> DESCRIPTION OF THE TASK
From the opening line of the records through the line bearing "thumb tip: (427, 210)", set down every line exactly.

> INPUT FOR THIS TASK
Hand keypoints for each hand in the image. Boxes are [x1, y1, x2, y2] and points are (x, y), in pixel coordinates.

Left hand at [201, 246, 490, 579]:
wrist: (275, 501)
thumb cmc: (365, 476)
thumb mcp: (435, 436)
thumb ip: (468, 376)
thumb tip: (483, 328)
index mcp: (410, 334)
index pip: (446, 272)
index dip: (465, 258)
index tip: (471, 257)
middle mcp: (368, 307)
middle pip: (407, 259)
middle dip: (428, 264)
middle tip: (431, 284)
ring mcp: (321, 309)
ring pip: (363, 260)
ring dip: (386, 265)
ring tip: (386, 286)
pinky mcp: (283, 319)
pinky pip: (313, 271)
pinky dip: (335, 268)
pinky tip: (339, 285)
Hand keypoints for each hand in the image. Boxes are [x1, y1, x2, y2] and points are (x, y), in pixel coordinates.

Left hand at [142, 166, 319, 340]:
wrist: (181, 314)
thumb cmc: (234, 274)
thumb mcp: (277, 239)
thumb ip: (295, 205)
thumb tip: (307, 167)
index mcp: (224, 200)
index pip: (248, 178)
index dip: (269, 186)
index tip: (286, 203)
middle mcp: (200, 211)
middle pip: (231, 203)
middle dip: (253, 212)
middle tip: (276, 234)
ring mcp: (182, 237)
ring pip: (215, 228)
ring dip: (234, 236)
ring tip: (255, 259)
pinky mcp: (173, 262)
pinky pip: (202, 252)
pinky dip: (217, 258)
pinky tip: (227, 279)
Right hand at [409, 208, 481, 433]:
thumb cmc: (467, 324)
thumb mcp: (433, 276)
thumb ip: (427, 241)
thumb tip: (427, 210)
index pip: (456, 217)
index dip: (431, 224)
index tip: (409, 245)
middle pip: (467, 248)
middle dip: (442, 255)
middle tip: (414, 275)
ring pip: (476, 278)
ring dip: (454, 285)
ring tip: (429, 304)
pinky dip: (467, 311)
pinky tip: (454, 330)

> SOLUTION
Hand keypoints for each hand in the image. Boxes are [x1, y1, x2, y2] and points are (x, y), in pixel coordinates.

Left hand at [201, 246, 490, 579]:
wrist: (275, 501)
thumb cmc: (365, 476)
thumb mcp: (435, 436)
thumb ip: (468, 376)
thumb tip: (483, 328)
index mcp: (410, 334)
index pip: (446, 272)
index dip: (465, 258)
index tip: (471, 257)
middle mcp: (368, 307)
middle pip: (407, 259)
middle dip: (428, 264)
middle tip: (431, 284)
ring mcp: (321, 309)
ring pip: (363, 260)
ring dip: (386, 265)
ring tip: (386, 286)
pinky mcp: (283, 319)
pinky pip: (313, 271)
pinky dip: (335, 268)
pinky tip: (339, 285)
Hand keypoints for each hand in the image. Boxes are [x1, y1, x2, y2] and points are (x, y), in pixel coordinates.

Left hand at [142, 166, 319, 340]:
wrist: (181, 314)
thumb cmc: (234, 274)
thumb mcp: (277, 239)
thumb ip: (295, 205)
thumb tip: (307, 167)
index mcp: (224, 200)
index pip: (248, 178)
index dip: (269, 186)
index tip: (286, 203)
middle mcp: (200, 211)
middle pip: (231, 203)
middle dip: (253, 212)
middle tip: (276, 234)
ring mcp: (182, 237)
ring pip: (215, 228)
ring dip: (234, 236)
ring tip: (255, 259)
pinky mcp: (173, 262)
pinky pip: (202, 252)
pinky dip: (217, 258)
pinky tip: (227, 279)
Right hand at [409, 208, 481, 433]:
thumb cmc: (467, 324)
thumb mcp: (433, 276)
thumb ip: (427, 241)
thumb tip: (427, 210)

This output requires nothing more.